▶ Available records:

******************************

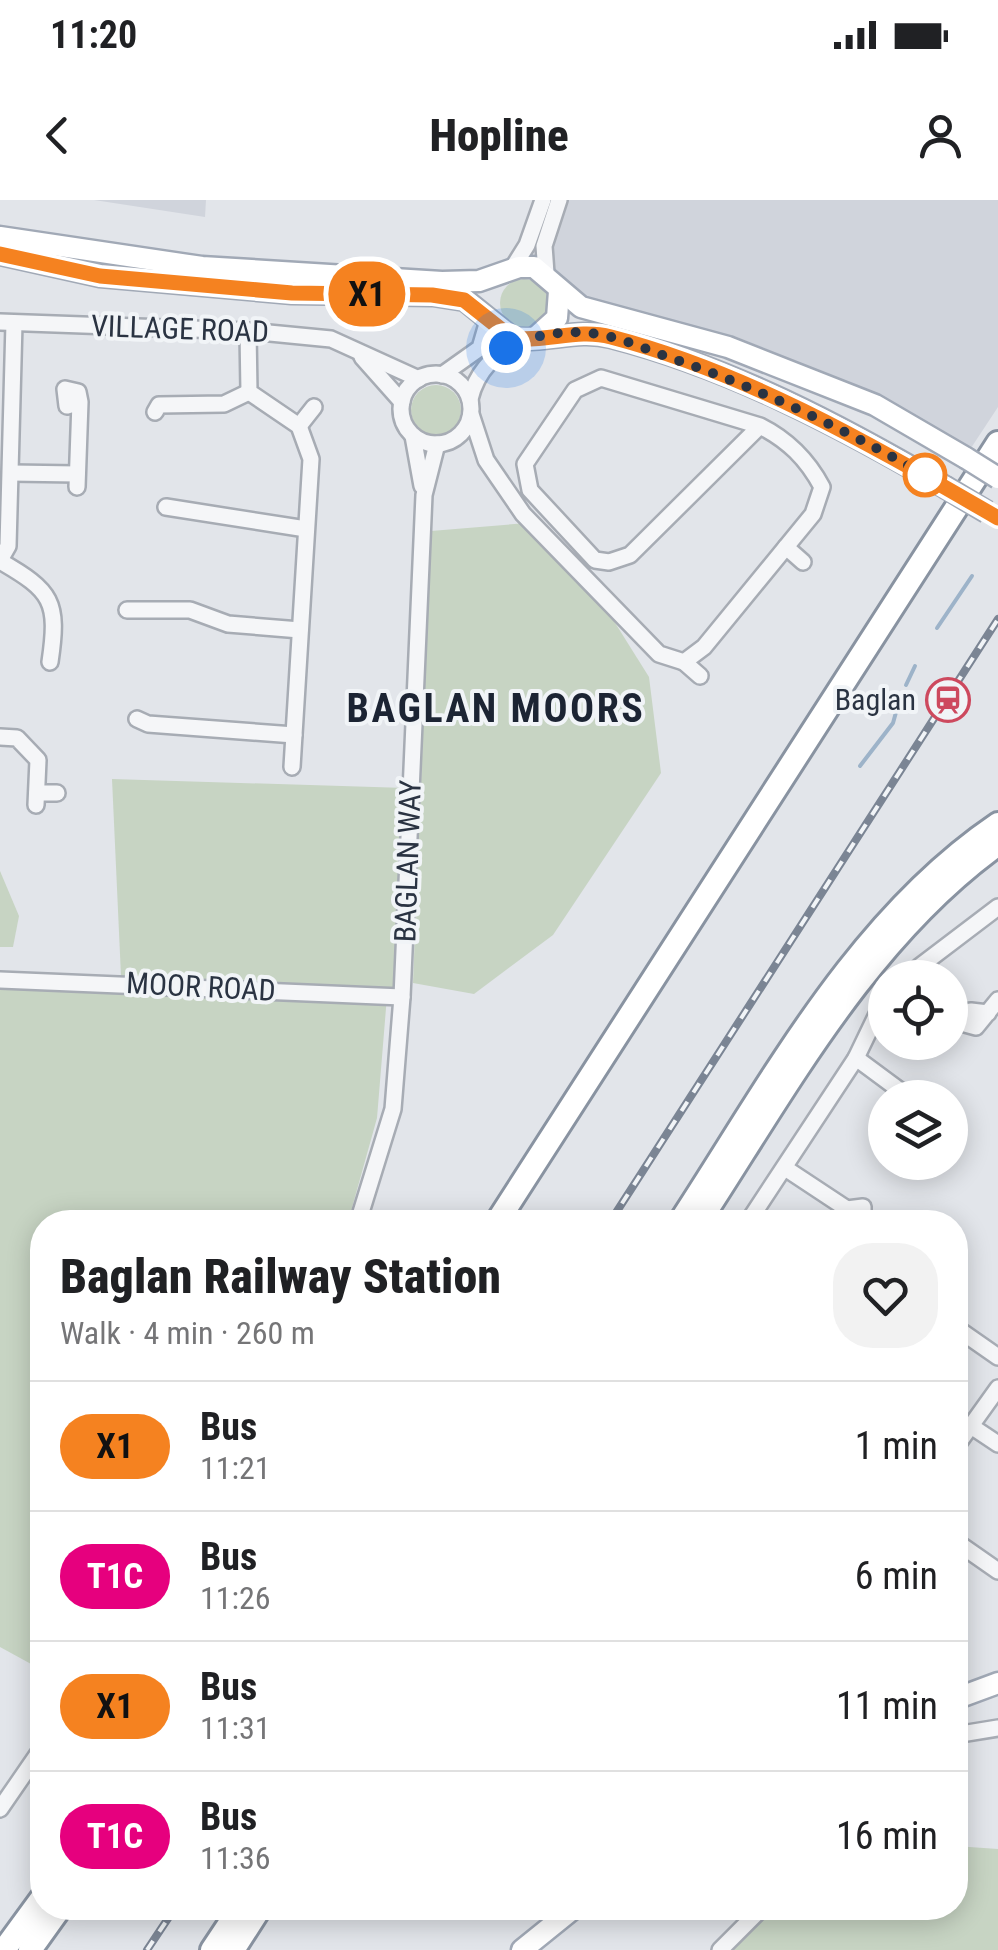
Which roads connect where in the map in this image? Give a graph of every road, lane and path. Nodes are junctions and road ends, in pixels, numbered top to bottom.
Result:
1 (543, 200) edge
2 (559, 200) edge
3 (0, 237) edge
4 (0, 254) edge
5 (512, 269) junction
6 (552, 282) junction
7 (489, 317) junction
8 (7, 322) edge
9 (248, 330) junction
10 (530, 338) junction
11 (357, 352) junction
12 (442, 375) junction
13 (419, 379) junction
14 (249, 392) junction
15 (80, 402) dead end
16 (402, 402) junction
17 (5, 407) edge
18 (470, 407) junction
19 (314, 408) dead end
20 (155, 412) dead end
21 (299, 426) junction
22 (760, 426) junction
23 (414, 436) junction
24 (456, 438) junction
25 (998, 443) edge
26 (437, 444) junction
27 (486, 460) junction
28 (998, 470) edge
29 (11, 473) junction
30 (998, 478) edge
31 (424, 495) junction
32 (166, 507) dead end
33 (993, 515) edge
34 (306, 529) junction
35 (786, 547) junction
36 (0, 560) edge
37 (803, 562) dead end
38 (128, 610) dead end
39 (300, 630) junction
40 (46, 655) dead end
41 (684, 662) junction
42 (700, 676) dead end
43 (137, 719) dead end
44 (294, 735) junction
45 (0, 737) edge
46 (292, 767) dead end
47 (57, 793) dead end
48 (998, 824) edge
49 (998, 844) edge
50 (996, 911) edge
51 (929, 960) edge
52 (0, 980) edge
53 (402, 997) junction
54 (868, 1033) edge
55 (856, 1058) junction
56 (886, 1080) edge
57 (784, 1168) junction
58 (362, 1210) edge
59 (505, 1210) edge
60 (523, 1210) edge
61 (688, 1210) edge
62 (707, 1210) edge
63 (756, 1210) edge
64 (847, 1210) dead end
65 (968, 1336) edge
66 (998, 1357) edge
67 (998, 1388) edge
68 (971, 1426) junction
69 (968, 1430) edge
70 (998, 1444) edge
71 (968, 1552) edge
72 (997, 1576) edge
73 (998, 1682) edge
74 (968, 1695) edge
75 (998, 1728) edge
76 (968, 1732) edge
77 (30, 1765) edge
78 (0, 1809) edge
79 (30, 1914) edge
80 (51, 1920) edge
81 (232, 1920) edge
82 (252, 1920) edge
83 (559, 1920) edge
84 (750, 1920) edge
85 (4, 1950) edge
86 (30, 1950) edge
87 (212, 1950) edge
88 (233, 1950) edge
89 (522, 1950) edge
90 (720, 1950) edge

******************************

Please show the lines of the material that contain the string "dead".

15 (80, 402) dead end
19 (314, 408) dead end
20 (155, 412) dead end
32 (166, 507) dead end
37 (803, 562) dead end
38 (128, 610) dead end
40 (46, 655) dead end
42 (700, 676) dead end
43 (137, 719) dead end
46 (292, 767) dead end
47 (57, 793) dead end
64 (847, 1210) dead end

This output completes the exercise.